> [YOUR TASK]
Lines containing the word "junction" are the ones to copy from the records below.

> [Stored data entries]
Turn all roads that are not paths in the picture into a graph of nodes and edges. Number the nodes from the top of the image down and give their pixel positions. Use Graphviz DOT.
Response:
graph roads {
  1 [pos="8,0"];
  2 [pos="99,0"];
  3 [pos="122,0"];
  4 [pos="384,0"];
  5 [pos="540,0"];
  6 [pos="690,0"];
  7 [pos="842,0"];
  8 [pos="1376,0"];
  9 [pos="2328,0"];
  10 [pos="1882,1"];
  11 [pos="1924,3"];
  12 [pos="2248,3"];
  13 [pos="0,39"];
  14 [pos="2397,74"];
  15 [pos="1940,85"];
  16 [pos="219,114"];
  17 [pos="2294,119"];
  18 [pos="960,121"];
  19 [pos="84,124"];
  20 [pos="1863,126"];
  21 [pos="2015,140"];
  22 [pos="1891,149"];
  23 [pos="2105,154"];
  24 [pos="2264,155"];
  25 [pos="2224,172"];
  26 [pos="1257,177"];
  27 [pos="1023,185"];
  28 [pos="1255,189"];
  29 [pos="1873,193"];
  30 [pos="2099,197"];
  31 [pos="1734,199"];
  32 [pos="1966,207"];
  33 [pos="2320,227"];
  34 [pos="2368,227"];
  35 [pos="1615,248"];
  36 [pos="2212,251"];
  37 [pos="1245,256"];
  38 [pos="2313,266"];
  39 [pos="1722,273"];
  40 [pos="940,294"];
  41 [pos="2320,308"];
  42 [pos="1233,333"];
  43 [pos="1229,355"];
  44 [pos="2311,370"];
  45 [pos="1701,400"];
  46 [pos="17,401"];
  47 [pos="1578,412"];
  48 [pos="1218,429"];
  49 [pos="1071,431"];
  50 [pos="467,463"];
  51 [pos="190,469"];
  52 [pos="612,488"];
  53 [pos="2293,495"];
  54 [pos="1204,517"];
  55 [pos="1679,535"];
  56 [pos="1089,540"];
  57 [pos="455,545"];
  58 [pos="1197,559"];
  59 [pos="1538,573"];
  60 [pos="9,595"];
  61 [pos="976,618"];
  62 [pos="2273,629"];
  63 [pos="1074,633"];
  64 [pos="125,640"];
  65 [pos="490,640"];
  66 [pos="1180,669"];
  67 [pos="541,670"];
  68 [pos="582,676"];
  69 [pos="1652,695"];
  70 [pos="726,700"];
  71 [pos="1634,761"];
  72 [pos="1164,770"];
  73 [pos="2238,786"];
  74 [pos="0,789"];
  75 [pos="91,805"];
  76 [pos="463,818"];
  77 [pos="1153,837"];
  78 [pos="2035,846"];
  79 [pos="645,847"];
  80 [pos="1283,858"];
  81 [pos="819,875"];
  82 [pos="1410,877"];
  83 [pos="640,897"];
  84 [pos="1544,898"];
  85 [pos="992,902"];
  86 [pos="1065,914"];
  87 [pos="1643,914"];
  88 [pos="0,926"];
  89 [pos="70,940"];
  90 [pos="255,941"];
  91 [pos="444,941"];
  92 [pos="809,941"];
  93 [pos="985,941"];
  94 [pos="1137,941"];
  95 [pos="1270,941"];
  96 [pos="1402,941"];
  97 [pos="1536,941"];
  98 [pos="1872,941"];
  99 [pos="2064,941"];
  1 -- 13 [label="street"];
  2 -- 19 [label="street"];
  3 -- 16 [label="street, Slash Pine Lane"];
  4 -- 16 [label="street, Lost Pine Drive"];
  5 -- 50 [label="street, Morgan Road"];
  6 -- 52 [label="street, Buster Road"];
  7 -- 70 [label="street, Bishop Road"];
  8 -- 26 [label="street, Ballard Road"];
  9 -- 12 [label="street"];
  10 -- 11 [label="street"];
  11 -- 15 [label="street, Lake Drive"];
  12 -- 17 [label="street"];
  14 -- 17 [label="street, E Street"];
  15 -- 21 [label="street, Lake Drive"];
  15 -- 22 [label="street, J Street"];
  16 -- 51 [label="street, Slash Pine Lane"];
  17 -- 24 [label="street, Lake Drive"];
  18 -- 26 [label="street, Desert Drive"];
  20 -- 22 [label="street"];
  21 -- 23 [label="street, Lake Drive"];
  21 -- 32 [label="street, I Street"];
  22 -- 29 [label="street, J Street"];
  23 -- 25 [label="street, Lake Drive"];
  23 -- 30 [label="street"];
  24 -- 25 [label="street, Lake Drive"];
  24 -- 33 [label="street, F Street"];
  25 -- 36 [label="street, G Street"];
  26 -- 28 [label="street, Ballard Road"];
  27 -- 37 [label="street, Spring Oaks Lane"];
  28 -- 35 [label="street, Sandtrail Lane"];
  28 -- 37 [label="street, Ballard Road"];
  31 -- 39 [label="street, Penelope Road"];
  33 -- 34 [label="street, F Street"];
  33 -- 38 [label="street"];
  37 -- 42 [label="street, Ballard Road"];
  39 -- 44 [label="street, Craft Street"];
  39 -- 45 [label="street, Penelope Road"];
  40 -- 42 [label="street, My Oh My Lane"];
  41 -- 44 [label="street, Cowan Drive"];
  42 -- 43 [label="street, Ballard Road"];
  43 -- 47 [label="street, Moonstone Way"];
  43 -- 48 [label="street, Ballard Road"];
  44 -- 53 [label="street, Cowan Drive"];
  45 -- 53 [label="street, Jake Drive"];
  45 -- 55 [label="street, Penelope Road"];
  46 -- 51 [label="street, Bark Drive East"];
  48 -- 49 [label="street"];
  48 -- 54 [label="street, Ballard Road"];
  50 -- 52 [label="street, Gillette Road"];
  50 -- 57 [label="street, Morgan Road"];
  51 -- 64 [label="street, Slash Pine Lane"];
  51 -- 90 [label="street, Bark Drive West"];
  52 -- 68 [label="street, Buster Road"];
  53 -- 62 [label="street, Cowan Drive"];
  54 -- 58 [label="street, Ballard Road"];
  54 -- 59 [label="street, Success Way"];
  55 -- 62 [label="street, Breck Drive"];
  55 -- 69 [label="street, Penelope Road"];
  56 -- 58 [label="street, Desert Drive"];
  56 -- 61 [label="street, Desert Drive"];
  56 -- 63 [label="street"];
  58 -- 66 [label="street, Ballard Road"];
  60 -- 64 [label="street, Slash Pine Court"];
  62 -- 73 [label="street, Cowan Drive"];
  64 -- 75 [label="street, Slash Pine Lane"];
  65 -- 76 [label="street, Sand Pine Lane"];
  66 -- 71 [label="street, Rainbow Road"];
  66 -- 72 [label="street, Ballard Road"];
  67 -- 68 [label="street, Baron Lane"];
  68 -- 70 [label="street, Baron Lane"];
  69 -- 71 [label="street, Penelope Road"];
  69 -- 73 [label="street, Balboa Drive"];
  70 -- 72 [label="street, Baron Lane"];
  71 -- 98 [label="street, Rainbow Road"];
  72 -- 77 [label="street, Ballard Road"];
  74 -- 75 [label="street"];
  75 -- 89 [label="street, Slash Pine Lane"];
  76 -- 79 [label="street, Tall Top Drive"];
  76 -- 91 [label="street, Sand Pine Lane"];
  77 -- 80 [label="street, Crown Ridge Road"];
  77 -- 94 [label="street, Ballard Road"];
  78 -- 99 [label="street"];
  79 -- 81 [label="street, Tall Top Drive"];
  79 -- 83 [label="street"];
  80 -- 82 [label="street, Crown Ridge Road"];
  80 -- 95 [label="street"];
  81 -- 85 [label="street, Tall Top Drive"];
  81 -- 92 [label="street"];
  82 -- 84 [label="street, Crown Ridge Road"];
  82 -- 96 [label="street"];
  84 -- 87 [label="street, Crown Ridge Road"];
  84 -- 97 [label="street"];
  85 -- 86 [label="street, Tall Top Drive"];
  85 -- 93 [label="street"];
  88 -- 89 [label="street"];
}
---
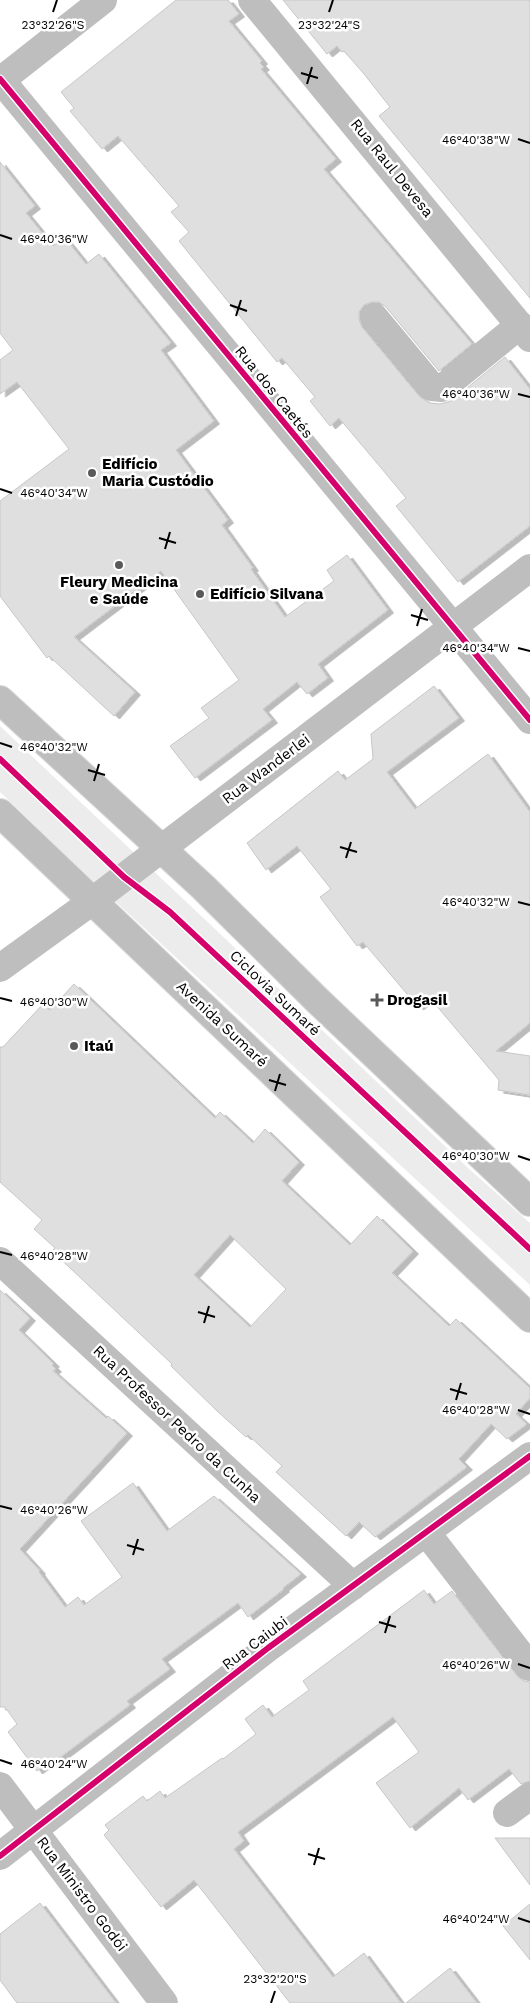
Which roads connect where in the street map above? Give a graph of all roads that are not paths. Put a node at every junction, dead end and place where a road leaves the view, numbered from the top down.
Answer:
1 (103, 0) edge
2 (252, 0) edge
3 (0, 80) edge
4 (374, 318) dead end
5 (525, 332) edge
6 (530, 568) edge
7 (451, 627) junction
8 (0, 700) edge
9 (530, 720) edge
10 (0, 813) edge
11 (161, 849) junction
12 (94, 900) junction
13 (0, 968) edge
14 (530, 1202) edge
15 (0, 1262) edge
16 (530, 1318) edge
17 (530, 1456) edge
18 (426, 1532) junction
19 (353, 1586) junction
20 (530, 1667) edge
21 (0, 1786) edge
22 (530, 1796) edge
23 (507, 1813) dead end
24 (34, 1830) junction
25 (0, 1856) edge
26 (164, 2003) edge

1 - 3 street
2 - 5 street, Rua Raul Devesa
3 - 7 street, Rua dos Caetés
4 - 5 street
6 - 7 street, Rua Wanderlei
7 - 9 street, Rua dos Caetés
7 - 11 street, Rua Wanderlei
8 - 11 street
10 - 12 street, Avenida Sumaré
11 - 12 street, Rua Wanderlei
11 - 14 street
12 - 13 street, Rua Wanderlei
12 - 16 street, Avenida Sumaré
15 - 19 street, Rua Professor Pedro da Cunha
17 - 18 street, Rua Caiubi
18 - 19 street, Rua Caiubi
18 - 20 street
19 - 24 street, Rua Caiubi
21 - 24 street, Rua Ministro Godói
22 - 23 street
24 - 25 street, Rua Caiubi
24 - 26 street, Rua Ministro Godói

> [OUTPUT FOR THIS TASK]
Which roads connect where in the street map above? Give a graph of all roads that are not paths. Put a node at every junction, dead end and place where a road leaves the view, numbered from the top down.
7 (451, 627) junction
11 (161, 849) junction
12 (94, 900) junction
18 (426, 1532) junction
19 (353, 1586) junction
24 (34, 1830) junction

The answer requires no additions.